Editor: Dave Pannell, University of Western Australia, email David.Pannell@uwa.edu.au
SEA Project main funder: Grains Research and Development Corporation
Address of the SEA News web site:
http://www1.crcsalinity.com.au/newsletter/sea/

In This Issue

Editorial
E-letters

In Brief
W.E. Wood Award to Richard George - Obituary: Emeritus Professor Gordon Lee (Bill) McClymont, AO 1920-2000 - Landcare

Policy Forum:
Salinity policy: A tale of fallacies, misconceptions and hidden assumptions

Articles:
The value of "green manuring" for managing a herbicide-resistant weed
Explaining groundwater trends
Assessing greenhouse gas abatement policies
Ethics and the economics of environmental care
The RIM model for integrated weed management
Market-based economic instuments for dryland salinity

Ideas and Lessons on Sustainability from Overseas:
Risk and the adoption of new farming technologies in Argentina

Regular Bits and Pieces
News and Coming Events - Overview of the SEA Project - People in the SEA Team - Publications available

Editorial

Welcome to another issue of SEA News. Our busy schedule has meant that this issue is a little later than planned. The up side is that it is the biggest issue yet.

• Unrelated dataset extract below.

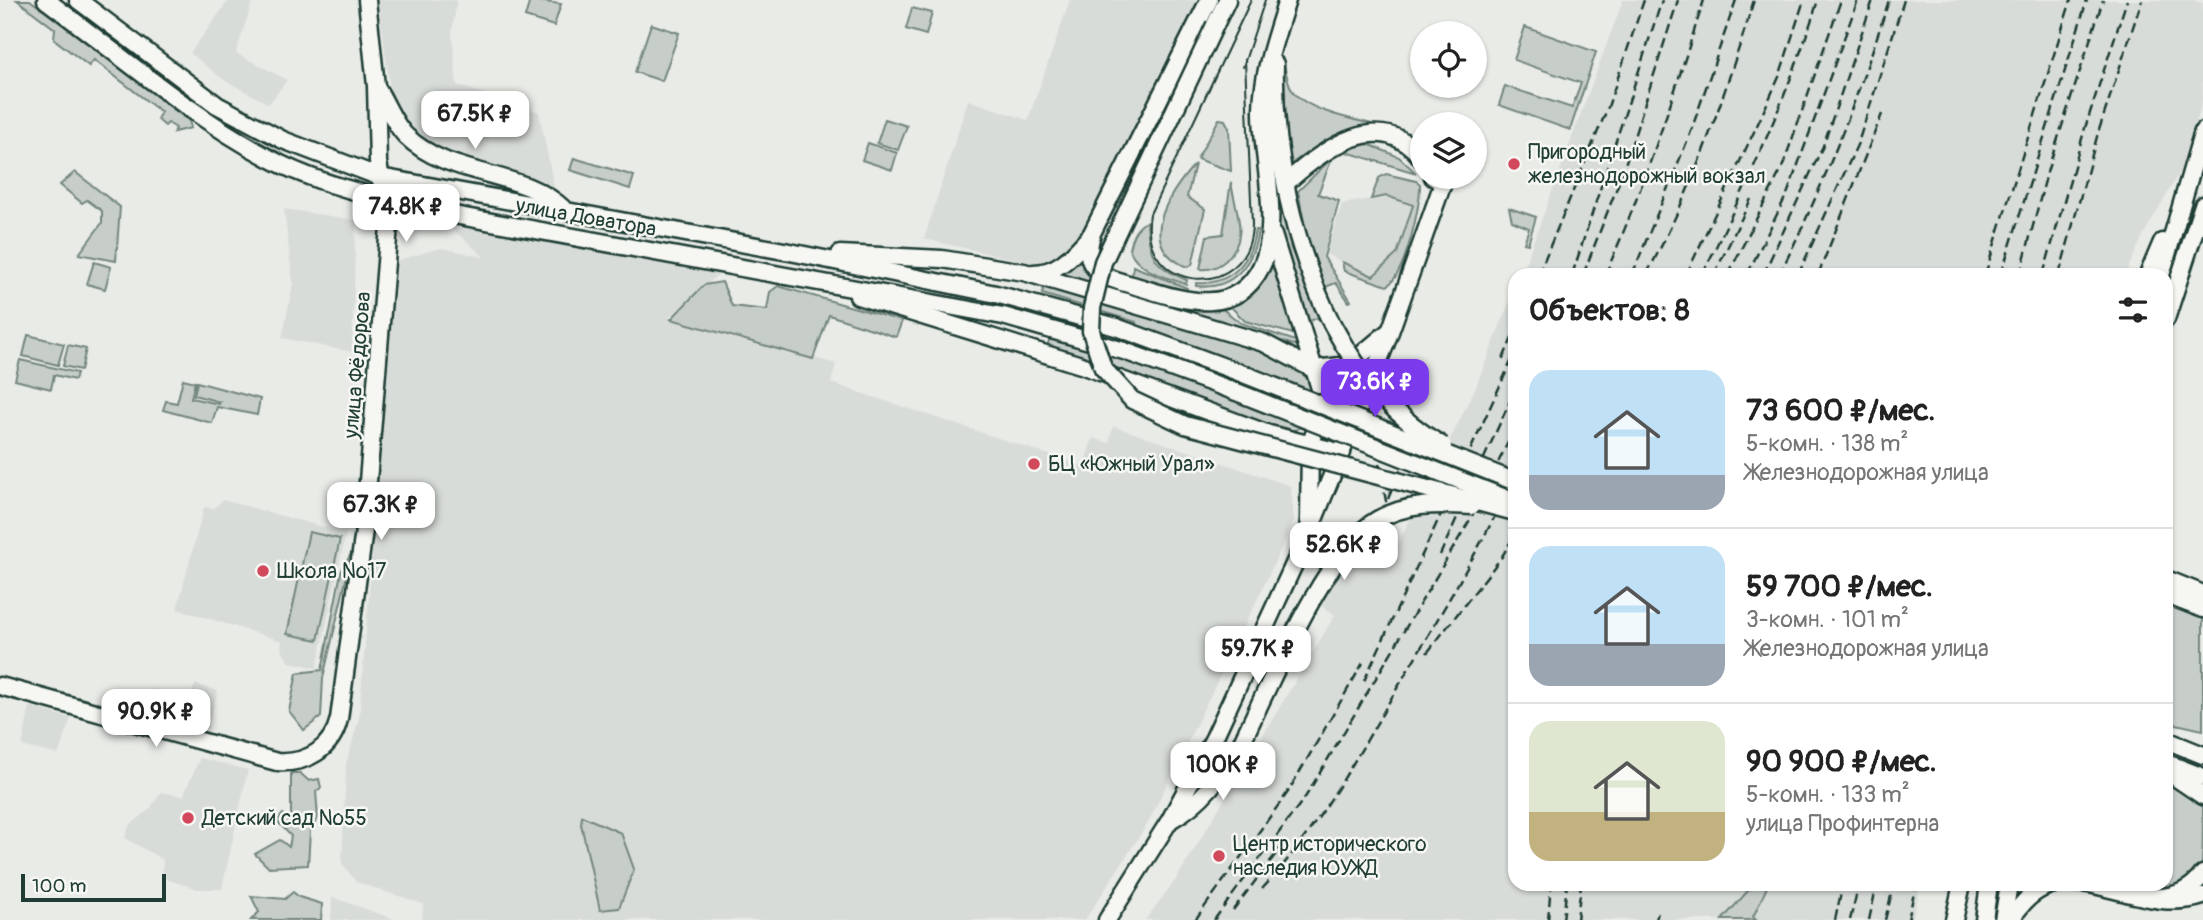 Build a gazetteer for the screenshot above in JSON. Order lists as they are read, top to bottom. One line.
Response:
{"streets":{"main road":["улица Доватора","улица Фёдорова"]},"crossings":[["улица Доватора","улица Фёдорова"]],"places":["Пригородный железнодорожный вокзал","БЦ «Южный Урал»","Школа №17","Детский сад №55","Центр исторического наследия ЮУЖД"],"scale_bar":"100 m","page":{"price":["67.5K ₽","74.8K ₽","73.6K ₽","67.3K ₽","52.6K ₽","59.7K ₽","90.9K ₽","100K ₽"],"heading":"Объектов: 8","list":[{"name":"73 600 ₽/мес.","note":"5-комн. · 138 m² · Железнодорожная улица"},{"name":"59 700 ₽/мес.","note":"3-комн. · 101 m² · Железнодорожная улица"},{"name":"90 900 ₽/мес.","note":"5-комн. · 133 m² · улица Профинтерна"}],"scale":"100 m"}} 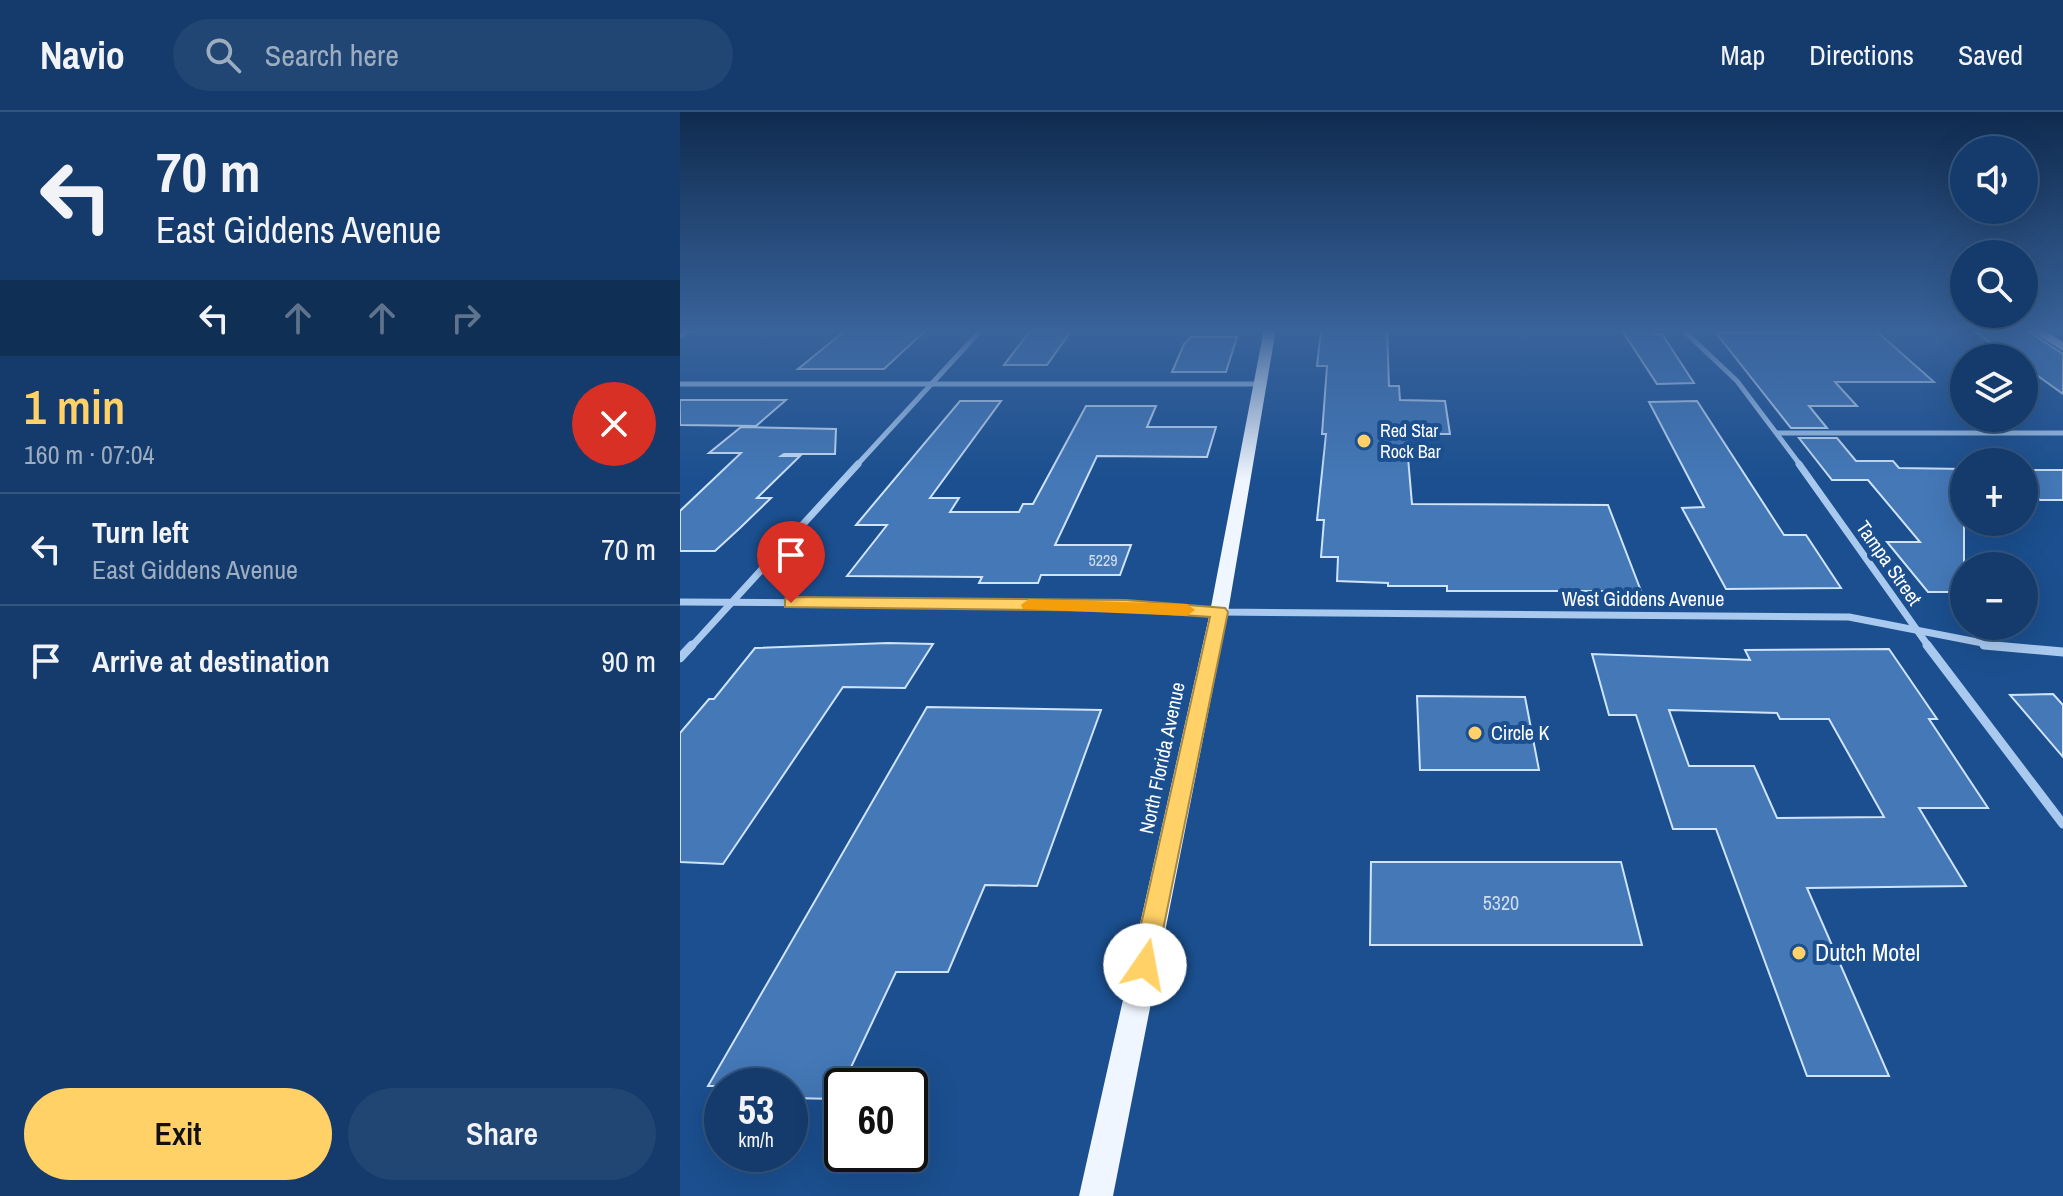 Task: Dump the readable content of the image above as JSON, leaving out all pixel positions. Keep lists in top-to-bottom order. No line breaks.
{"streets":{"main road":["North Florida Avenue"],"street":["Tampa Street","West Giddens Avenue"]},"crossings":[["Tampa Street","West Giddens Avenue"],["West Giddens Avenue","North Florida Avenue"]],"places":["Red Star Rock Bar","Circle K","Dutch Motel"],"house_numbers":["5229","5320"],"page":{"header":"Navio","search":"Search here","nav":["Map","Directions","Saved"],"turn":["70 m","East Giddens Avenue"],"map_buttons":["+","−"],"heading":["1 min","160 m · 07:04"],"list":[{"name":"Turn left","note":"East Giddens Avenue","value":"70 m"},{"name":"Arrive at destination","value":"90 m"}],"speed":"53 km/h","limit":"60","buttons":["Exit","Share"]}}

The article on ethics and salinity in SEA News #7 prompted a big response from readers. A number of letters about it are included here. In order to include a couple of longer letters and replies, a separate page for letters is provided this time. There is also another article on ethics, this time from Steve Schilizzi, taking a broader and more detailed look at ethics and environmental care.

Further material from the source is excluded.